TASK INSTRUCTIONS: An image-free, verbatim transcription of the records is the expected result.

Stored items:
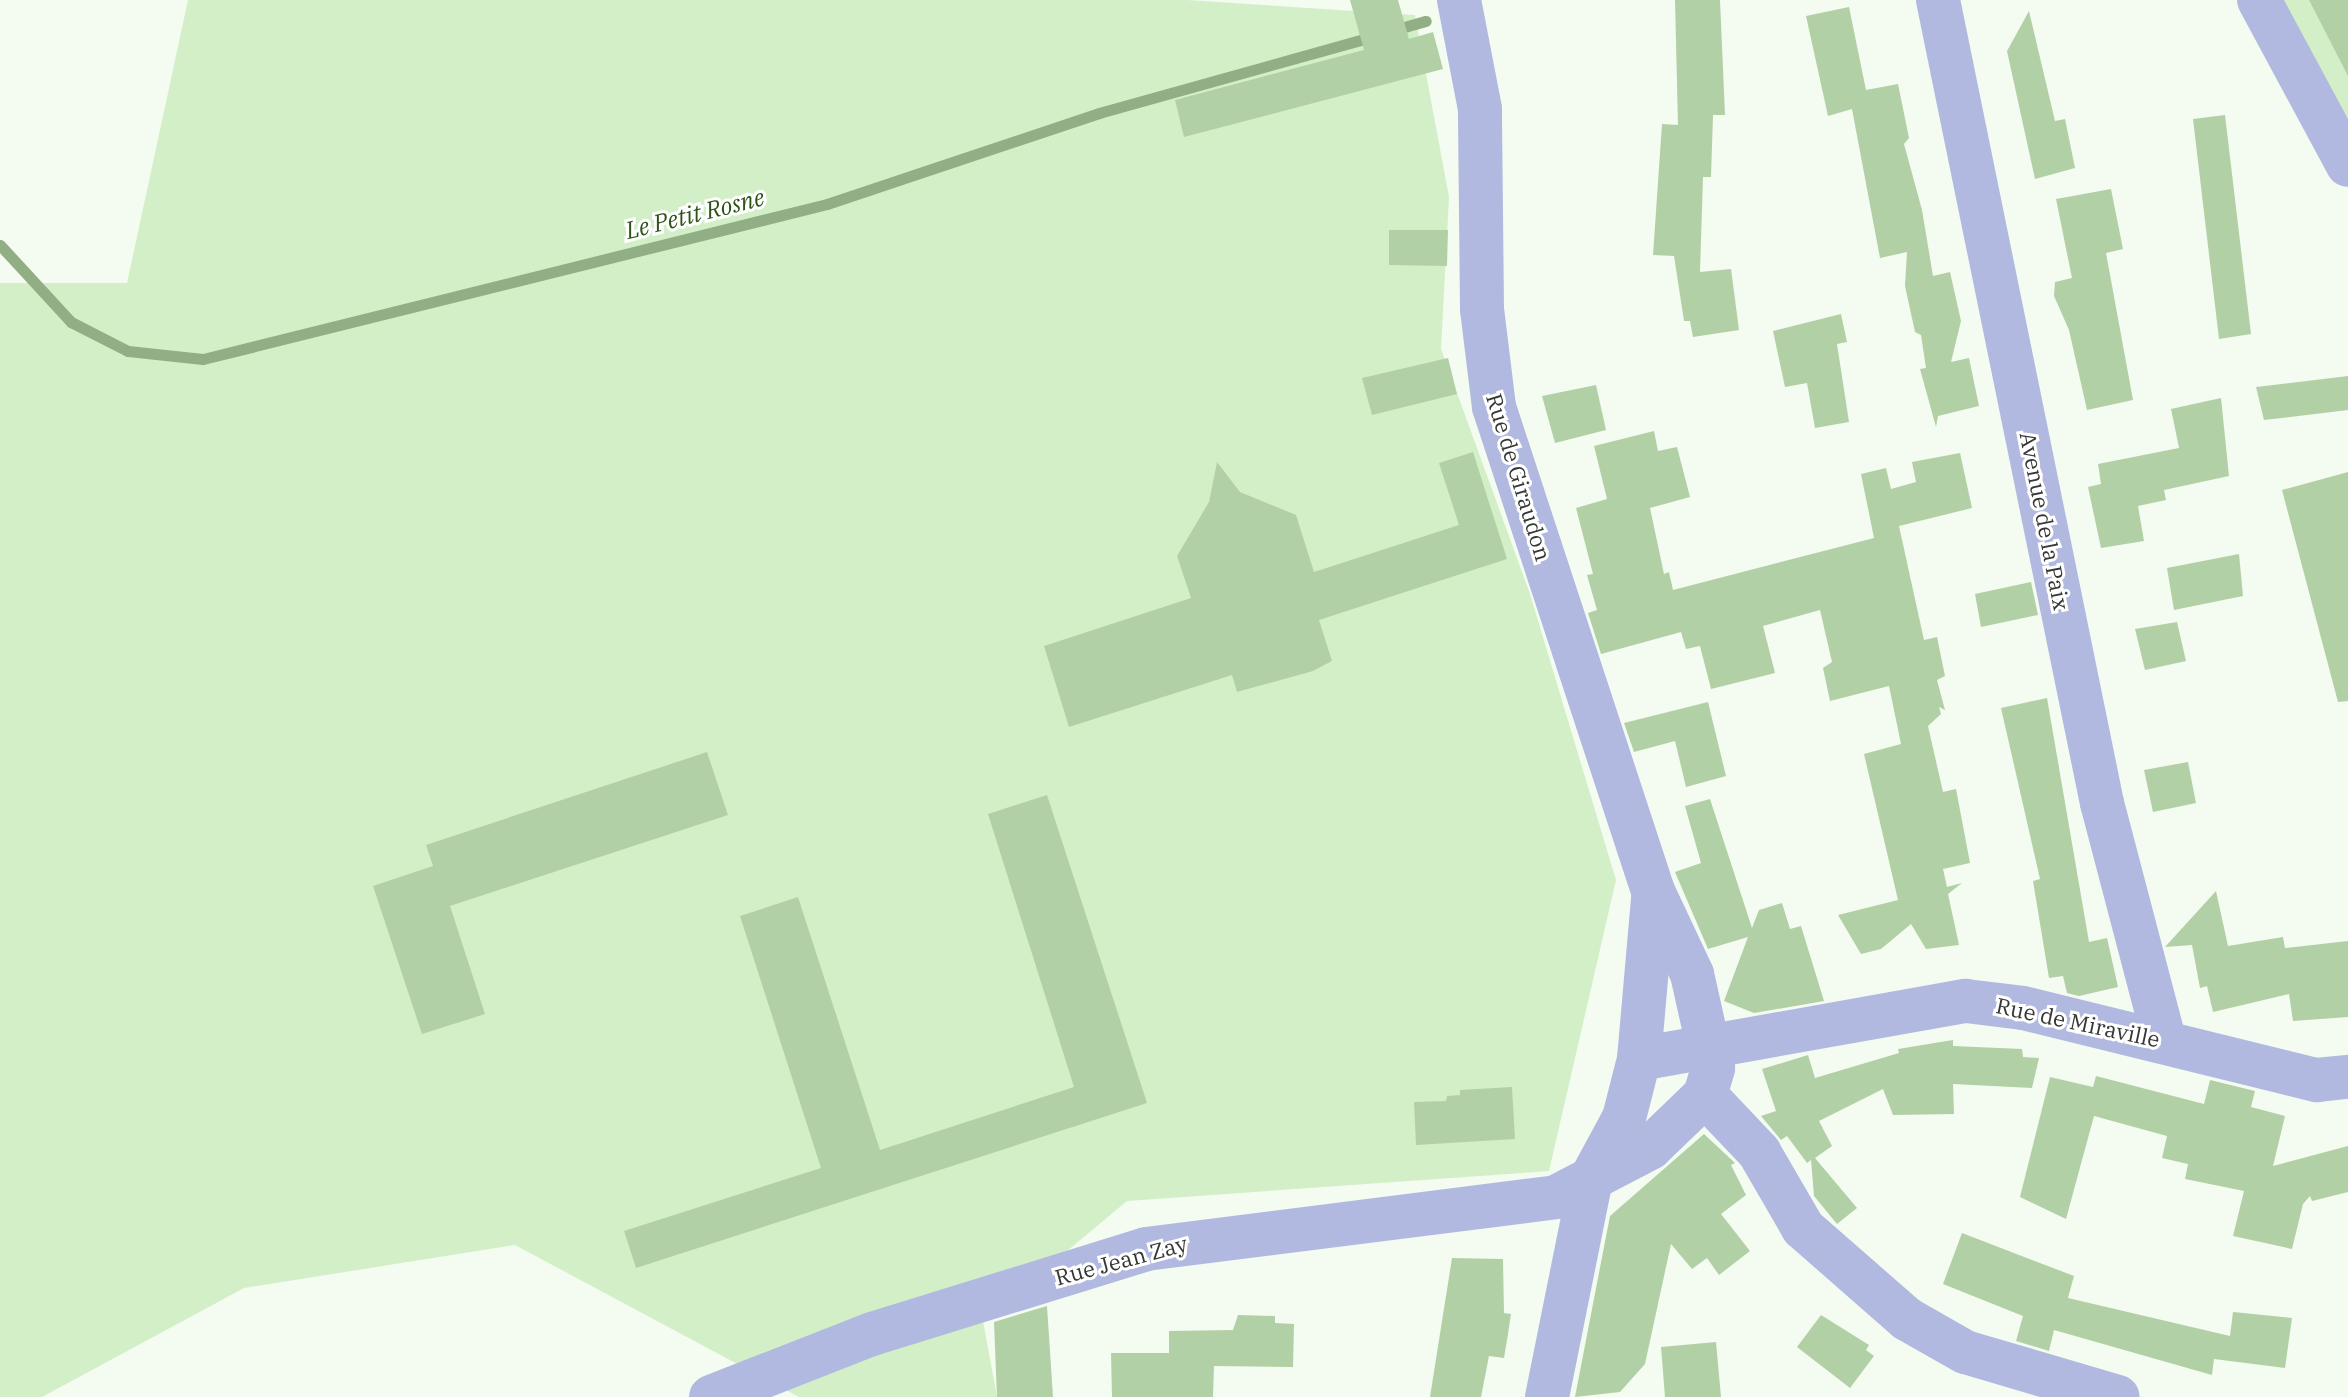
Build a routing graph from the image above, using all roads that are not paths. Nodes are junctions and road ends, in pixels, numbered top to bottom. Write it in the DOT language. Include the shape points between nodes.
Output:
graph roads {
  1 [pos="1459,0"];
  2 [pos="1938,0"];
  3 [pos="2259,0"];
  4 [pos="2348,165"];
  5 [pos="1653,891"];
  6 [pos="2164,1040"];
  7 [pos="1709,1045"];
  8 [pos="1639,1059"];
  9 [pos="2348,1077"];
  10 [pos="1705,1095"];
  11 [pos="1624,1118"];
  12 [pos="1672,1130"];
  13 [pos="1591,1179"];
  14 [pos="711,1397"];
  15 [pos="1547,1397"];
  16 [pos="2118,1397"];
  1 -- 5 [label="street, Rue de Giraudon" via="1480,109 1482,309 1494,407"];
  2 -- 6 [label="street, Avenue de la Paix" via="2102,803"];
  3 -- 4 [label="street"];
  5 -- 7 [label="street, Rue de Giraudon" via="1692,974"];
  5 -- 8 [label="street, Rue de Giraudon"];
  6 -- 7 [label="street, Rue de Miraville" via="2023,1008 1966,1001"];
  6 -- 9 [label="street, Rue de Miraville" via="2317,1080"];
  7 -- 8 [label="street, Rue de Miraville"];
  7 -- 10 [label="street" via="1713,1068"];
  8 -- 11 [label="street, Rue de Giraudon"];
  10 -- 12 [label="street"];
  10 -- 16 [label="street" via="1759,1152 1803,1228 1907,1319 1965,1352"];
  11 -- 12 [label="street" via="1644,1129"];
  11 -- 13 [label="street, Rue de Giraudon"];
  12 -- 13 [label="street" via="1650,1148"];
  13 -- 14 [label="street, Rue Jean Zay" via="1556,1197 1146,1249 872,1334"];
  13 -- 15 [label="street, Rue de Giraudon"];
}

EXERCISE RESULT:
Build a routing graph from the image above, using all roads that are not paths. Nodes are junctions and road ends, in pixels, numbered top to bottom. Write it in the DOT language. Include the shape points between nodes.
Output:
graph roads {
  1 [pos="1459,0"];
  2 [pos="1938,0"];
  3 [pos="2259,0"];
  4 [pos="2348,165"];
  5 [pos="1653,891"];
  6 [pos="2164,1040"];
  7 [pos="1709,1045"];
  8 [pos="1639,1059"];
  9 [pos="2348,1077"];
  10 [pos="1705,1095"];
  11 [pos="1624,1118"];
  12 [pos="1672,1130"];
  13 [pos="1591,1179"];
  14 [pos="711,1397"];
  15 [pos="1547,1397"];
  16 [pos="2118,1397"];
  1 -- 5 [label="street, Rue de Giraudon" via="1480,109 1482,309 1494,407"];
  2 -- 6 [label="street, Avenue de la Paix" via="2102,803"];
  3 -- 4 [label="street"];
  5 -- 7 [label="street, Rue de Giraudon" via="1692,974"];
  5 -- 8 [label="street, Rue de Giraudon"];
  6 -- 7 [label="street, Rue de Miraville" via="2023,1008 1966,1001"];
  6 -- 9 [label="street, Rue de Miraville" via="2317,1080"];
  7 -- 8 [label="street, Rue de Miraville"];
  7 -- 10 [label="street" via="1713,1068"];
  8 -- 11 [label="street, Rue de Giraudon"];
  10 -- 12 [label="street"];
  10 -- 16 [label="street" via="1759,1152 1803,1228 1907,1319 1965,1352"];
  11 -- 12 [label="street" via="1644,1129"];
  11 -- 13 [label="street, Rue de Giraudon"];
  12 -- 13 [label="street" via="1650,1148"];
  13 -- 14 [label="street, Rue Jean Zay" via="1556,1197 1146,1249 872,1334"];
  13 -- 15 [label="street, Rue de Giraudon"];
}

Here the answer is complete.